1. 1. The positive electrode active material is characterized by comprising a vanadium iron phosphate active material, wherein the molar ratio of V element to non-lithium metal element in the vanadium iron phosphate active material is 0.001-0.005:1, the mass content of iron phosphide in the vanadium iron phosphate active material is less than or equal to 800ppb, the vanadium iron phosphate active material comprises first particles and second particles, the volume median particle diameter of the first particles is less than or equal to 2.8 mu m, the volume median particle diameter of the second particles is less than or equal to 0.2 mu m, and the volume median particle diameter of the second particles is less than or equal to 0.8 mu m.
2. 2. The positive electrode active material according to claim 1, wherein the lithium vanadium phosphate-based active material comprises Li a Fe 1-x-y V x M y PO 4 , wherein a is more than or equal to 0.9 and less than or equal to 1.1,0.002 and less than or equal to x is more than or equal to 0.01,0 and less than or equal to 0.098,0.002 and x+y is more than or equal to 0.01, and M comprises at least one of Ti, sn, sb, mo, bi.
3. 3. The positive electrode active material according to claim 1 or 2, wherein the compacted density of the vanadium iron phosphate lithium active material at 3t is not less than 2.7g/cm 3 , and/or The number ratio of the first particles to the second particles is 1:1-6, and optionally, the number ratio of the first particles to the second particles is 1:3-6.

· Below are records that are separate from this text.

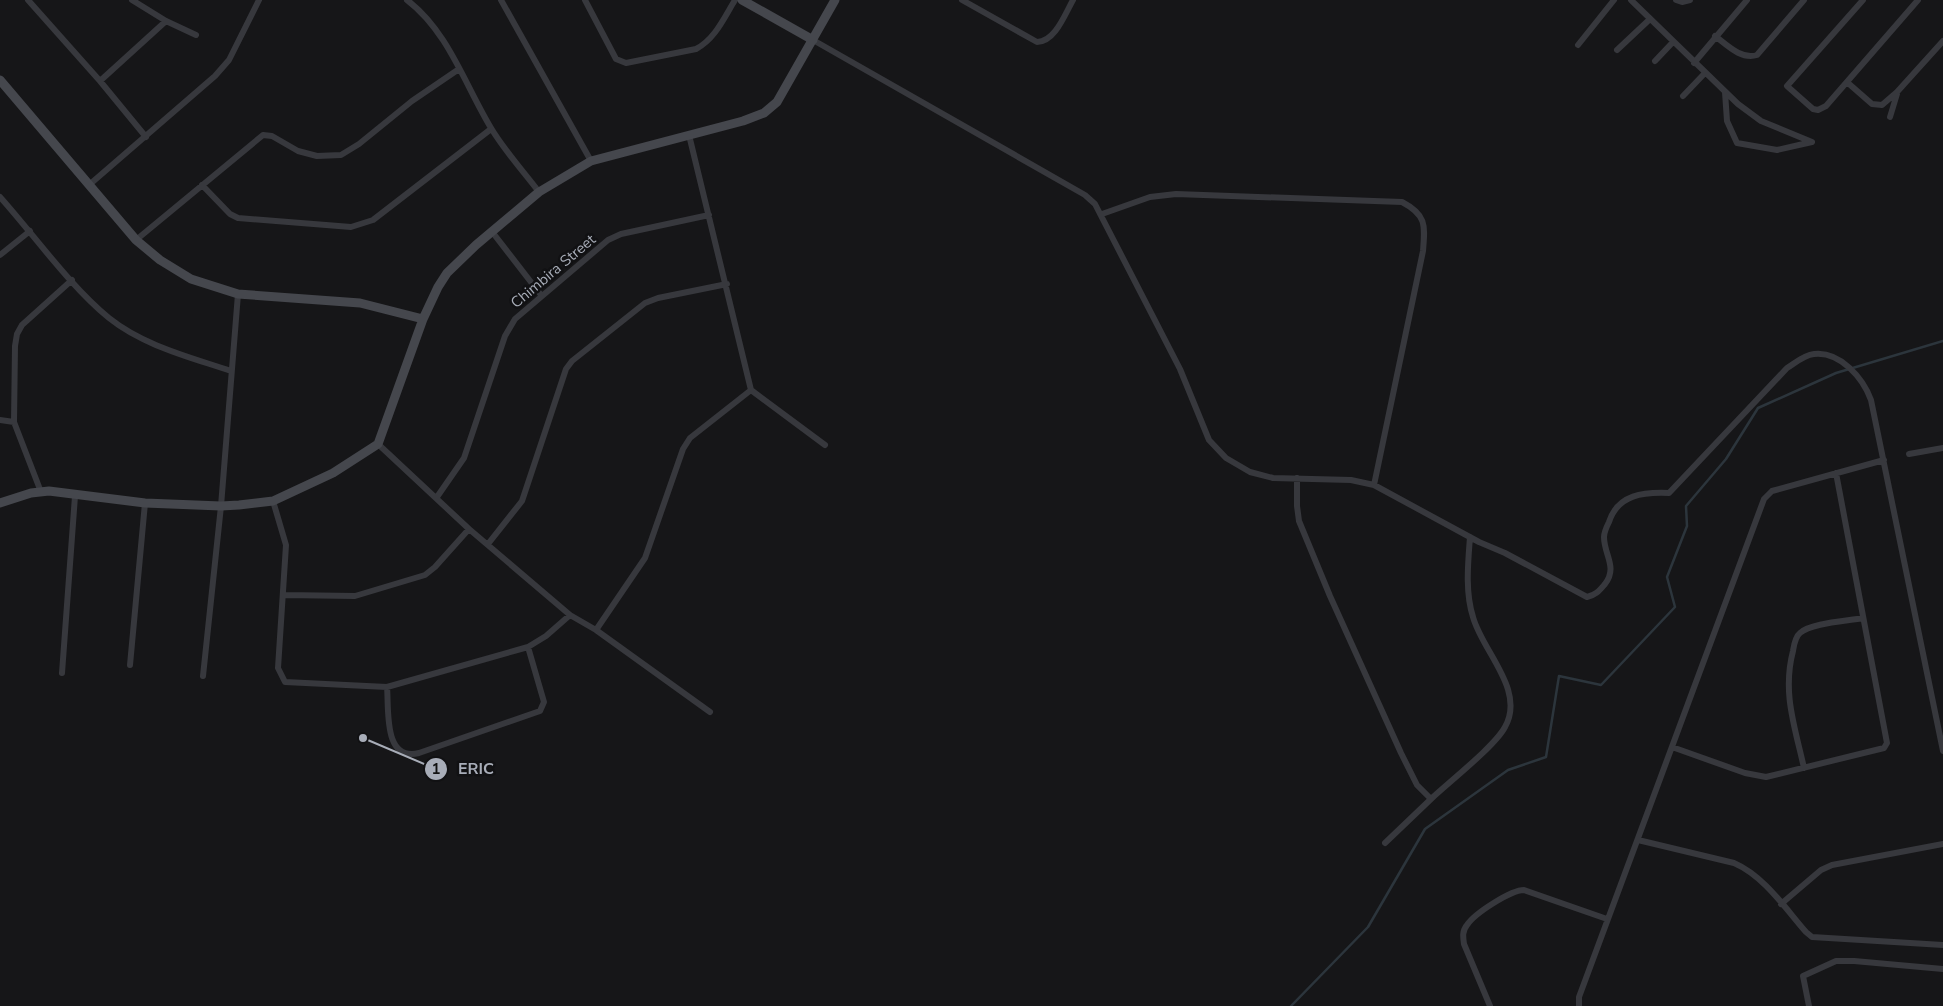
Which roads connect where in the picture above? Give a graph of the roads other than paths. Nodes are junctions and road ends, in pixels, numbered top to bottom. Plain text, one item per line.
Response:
1 (28, 0) edge
2 (132, 0) edge
3 (259, 0) edge
4 (407, 0) edge
5 (501, 0) edge
6 (585, 0) edge
7 (735, 0) edge
8 (742, 0) edge
9 (835, 0) edge
10 (962, 0) edge
11 (1072, 0) edge
12 (1614, 0) edge
13 (1631, 0) edge
14 (1676, 0) edge
15 (1690, 0) edge
16 (1747, 0) edge
17 (1804, 0) edge
18 (1863, 0) edge
19 (1918, 0) edge
20 (1650, 19) junction
21 (166, 21) junction
22 (196, 35) dead end
23 (1715, 36) junction
24 (814, 40) junction
25 (1943, 41) edge
26 (1673, 42) junction
27 (1578, 45) dead end
28 (1617, 50) dead end
29 (1655, 61) dead end
30 (1694, 63) junction
31 (458, 69) junction
32 (1704, 74) junction
33 (0, 80) edge
34 (100, 81) junction
35 (1848, 83) junction
36 (1725, 92) junction
37 (1897, 92) junction
38 (1683, 96) dead end
39 (1890, 117) dead end
40 (491, 129) junction
41 (689, 135) junction
42 (146, 137) junction
43 (591, 161) junction
44 (89, 185) junction
45 (202, 185) junction
46 (538, 192) junction
47 (0, 197) edge
48 (1102, 214) junction
49 (709, 215) junction
50 (30, 231) junction
51 (493, 232) junction
52 (136, 240) junction
53 (0, 254) edge
54 (72, 280) junction
55 (727, 284) junction
56 (238, 294) junction
57 (541, 295) junction
58 (423, 319) junction
59 (231, 371) junction
60 (751, 390) junction
61 (0, 420) edge
62 (14, 422) junction
63 (378, 444) junction
64 (825, 445) dead end
65 (1943, 448) edge
66 (1909, 454) dead end
67 (1884, 460) junction
68 (1836, 473) junction
69 (1297, 478) junction
70 (1374, 485) junction
71 (41, 492) junction
72 (75, 496) junction
73 (437, 497) junction
74 (273, 501) junction
75 (0, 503) edge
76 (145, 503) junction
77 (221, 506) junction
78 (469, 529) junction
79 (1470, 537) junction
80 (488, 544) junction
81 (284, 595) junction
82 (570, 615) junction
83 (1863, 618) junction
84 (596, 630) junction
85 (528, 647) junction
86 (130, 665) dead end
87 (62, 673) dead end
88 (203, 676) dead end
89 (387, 687) junction
90 (710, 712) dead end
91 (1672, 747) junction
92 (1943, 751) edge
93 (1804, 768) junction
94 (1431, 799) junction
95 (1638, 840) junction
96 (1385, 843) dead end
97 (1943, 844) edge
98 (1781, 904) junction
99 (1607, 919) junction
100 (1943, 945) edge
101 (1943, 969) edge
102 (1490, 1006) edge
103 (1579, 1006) edge
104 (1809, 1006) edge

1 - 34 street
2 - 21 street
3 - 42 street
4 - 31 street
5 - 43 street
6 - 7 street
8 - 24 street
9 - 24 street
10 - 11 street
12 - 27 street
13 - 20 street
14 - 15 street
16 - 23 street
17 - 23 street
18 - 35 street
19 - 35 street
20 - 26 street
20 - 28 street
21 - 22 street
21 - 34 street
23 - 30 street
24 - 41 street
24 - 48 street
25 - 37 street
26 - 29 street
26 - 30 street
30 - 32 street
31 - 40 street
31 - 45 street
32 - 36 street
32 - 38 street
33 - 44 street
34 - 42 street
35 - 37 street
36 - 36 street
37 - 39 street
40 - 45 street
40 - 46 street
41 - 43 street
41 - 49 street
42 - 44 street
43 - 46 street
44 - 52 street
45 - 52 street
46 - 51 street
47 - 50 street
48 - 69 street
48 - 70 street
49 - 55 street
49 - 57 street, Chimbira Street
50 - 53 street
50 - 54 street
51 - 57 street
51 - 58 street
52 - 56 street
54 - 59 street
54 - 62 street
55 - 60 street
55 - 80 street
56 - 58 street
56 - 59 street
57 - 73 street, Chimbira Street
58 - 63 street
59 - 77 street
60 - 64 street
60 - 84 street
61 - 62 street
62 - 71 street
63 - 73 street
63 - 74 street
65 - 66 street
67 - 68 street
67 - 79 street
67 - 92 street
68 - 83 street
68 - 91 street
69 - 70 street
69 - 94 street
70 - 79 street
71 - 72 street
71 - 75 street
72 - 76 street
72 - 87 street
73 - 78 street
74 - 77 street
74 - 81 street
76 - 77 street
76 - 86 street
77 - 88 street
78 - 80 street
78 - 81 street
79 - 94 street
80 - 82 street
81 - 89 street
82 - 84 street
82 - 85 street
83 - 93 street
83 - 93 street
84 - 90 street
85 - 89 street
85 - 89 street
91 - 93 street
91 - 95 street
94 - 96 street
95 - 98 street
95 - 99 street
97 - 98 street
98 - 100 street
99 - 102 street
99 - 103 street
101 - 104 street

4. 4. The positive electrode active material according to claim 1 or 2, wherein the lithium vanadium phosphate-based active material has a core-shell structure whose inner core includes an active material body, the active material body comprises Li a Fe 1-x- y V x M y PO 4 , wherein a is more than or equal to 0.9 and less than or equal to 1.1,0.002 and less than or equal to 0.01,0, y is more than or equal to 0.098,0.002 and less than or equal to x+y is more than or equal to 0.01, M comprises at least one of Ti, sn, sb, mo, bi, the shell layer comprises a first shell layer and a second shell layer, the first shell layer is arranged between the inner core and the second shell layer, the material of the first shell layer comprises a carbon material, the electronic conductivity of the second shell layer is more than or equal to 1 multiplied by 10 3 S/cm, and the ionic conductivity of the second shell layer is more than or equal to 8 multiplied by 10 -4 S/cm.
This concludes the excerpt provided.